Exercise requirements: Work through the entries that follow and state how many lines contain the word "dict". Only the number is wanted.

Records from a data source
◆ ◆ ◆ ◆
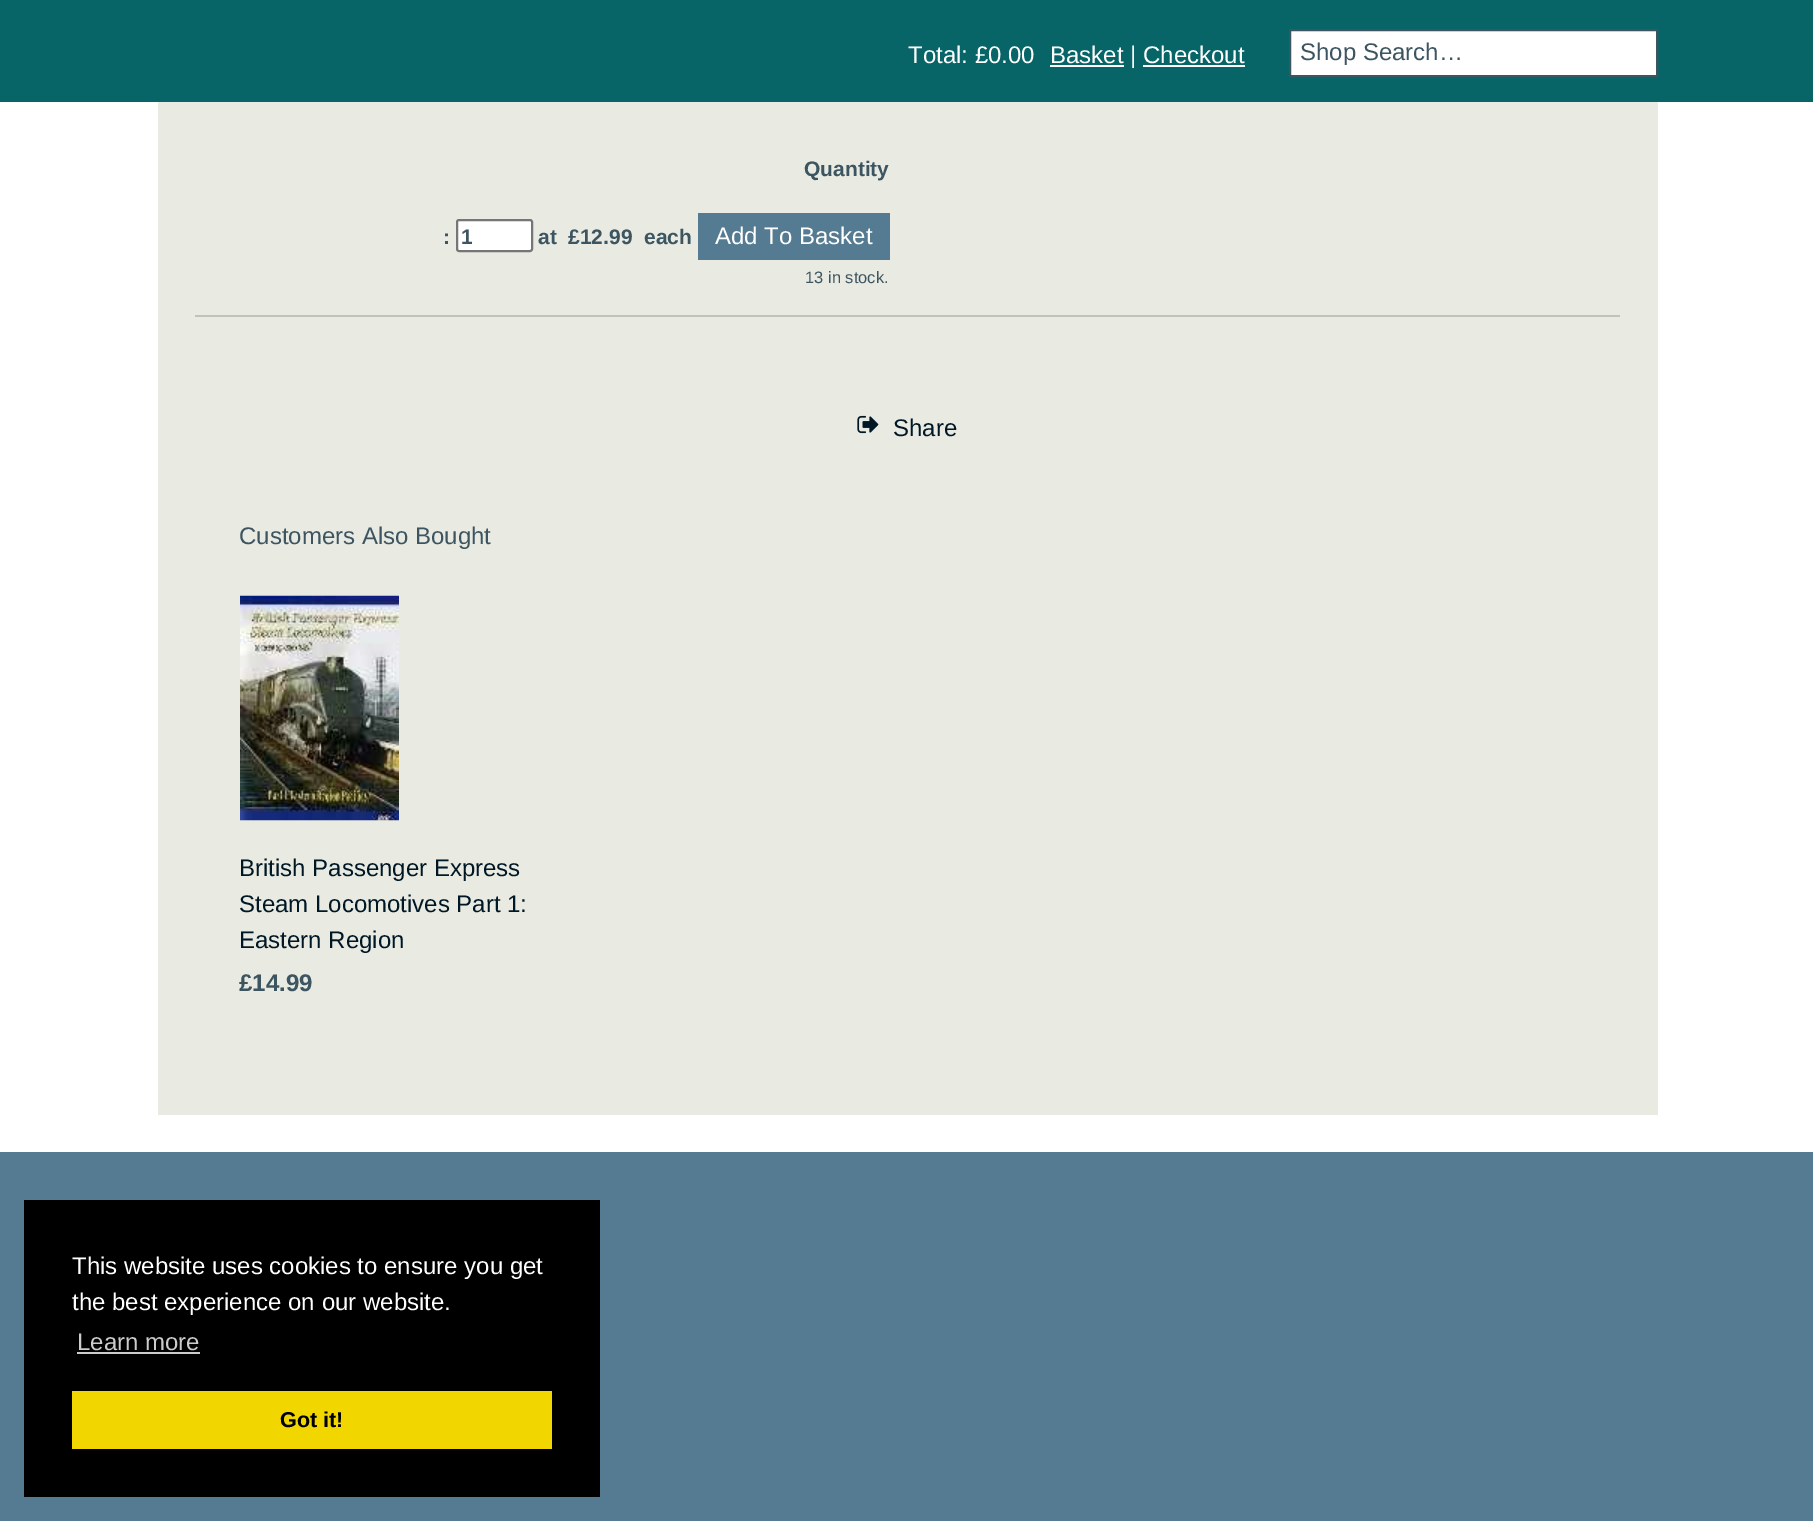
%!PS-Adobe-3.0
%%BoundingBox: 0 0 1813 1521
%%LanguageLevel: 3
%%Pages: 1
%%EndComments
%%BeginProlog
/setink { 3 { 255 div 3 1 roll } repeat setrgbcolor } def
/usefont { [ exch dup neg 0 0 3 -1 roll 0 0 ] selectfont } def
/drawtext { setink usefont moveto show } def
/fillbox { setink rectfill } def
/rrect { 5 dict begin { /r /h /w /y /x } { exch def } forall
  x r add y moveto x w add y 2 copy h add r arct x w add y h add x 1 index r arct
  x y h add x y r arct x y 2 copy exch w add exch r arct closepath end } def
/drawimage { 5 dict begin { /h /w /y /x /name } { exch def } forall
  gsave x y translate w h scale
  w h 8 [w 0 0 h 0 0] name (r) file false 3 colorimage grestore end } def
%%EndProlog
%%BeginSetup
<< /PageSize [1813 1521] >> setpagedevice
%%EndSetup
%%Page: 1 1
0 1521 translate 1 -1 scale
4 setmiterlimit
0 0 1813 1521 255 255 255 fillbox
0 0 1813 102 7 101 103 fillbox
(Total: £0.00) 908 63 /LiberationSans-Regular 24 255 255 255 drawtext
1050 65 74 2 255 255 255 fillbox
(Basket | Checkout) 1050 63 /LiberationSans-Regular 24 255 255 255 drawtext
1143 65 102 2 255 255 255 fillbox
1290 30 moveto 1657 30 lineto 1657 76 lineto 1290 76 lineto closepath gsave fill grestore
60 85 97 setink
2 setlinewidth
stroke
(Shop Search…) 1300 60 /LiberationSans-Regular 24 60 85 97 drawtext
158 102 1500 1013 233 234 225 fillbox
(Quantity) 804 176 /LiberationSans-Bold 21 60 85 97 drawtext
(:) 443 244 /LiberationSans-Bold 21 60 85 97 drawtext
255 255 255 setink
457 220 75 31 2 rrect gsave fill grestore
118 118 118 setink
stroke
(1) 461 244 /LiberationSans-Bold 21 60 85 97 drawtext
(at) 538 244 /LiberationSans-Bold 21 60 85 97 drawtext
(£12.99) 568 244 /LiberationSans-Bold 21 60 85 97 drawtext
(each) 644 244 /LiberationSans-Bold 21 60 85 97 drawtext
698 213 192 47 84 123 145 fillbox
(Add To Basket) 715 244 /LiberationSans-Regular 24 255 255 255 drawtext
(13 in stock.) 805 283 /LiberationSans-Regular 16.5 60 85 97 drawtext
195 315 1425 2 193 194 185 fillbox
(assets/img1.rgb) 857 415 22 19 drawimage
(Share) 893 436 /LiberationSans-Regular 24 0 23 38 drawtext
(Customers Also Bought) 239 544 /LiberationSans-Regular 24 60 85 97 drawtext
(assets/img2.rgb) 240 595 159 226 drawimage
(British Passenger Express) 239 876 /LiberationSans-Regular 24 0 23 38 drawtext
(Steam Locomotives Part 1:) 239 912 /LiberationSans-Regular 24 0 23 38 drawtext
(Eastern Region) 239 948 /LiberationSans-Regular 24 0 23 38 drawtext
(£14.99) 239 991 /LiberationSans-Bold 24 60 85 97 drawtext
0 1152 1813 369 84 123 145 fillbox
24 1200 576 297 0 0 0 fillbox
(This website uses cookies to ensure you get) 72 1274 /LiberationSans-Regular 24 255 255 255 drawtext
(the best experience on our website.) 72 1310 /LiberationSans-Regular 24 255 255 255 drawtext
(Learn more) 77 1350 /LiberationSans-Regular 24 204 204 204 drawtext
77 1352 123 2 204 204 204 fillbox
72 1391 480 58 241 214 0 fillbox
(Got it!) 280 1427 /LiberationSans-Bold 21.5 0 0 0 drawtext
showpage
%%EOF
◆ ◆ ◆ ◆
Solution to this problem: 2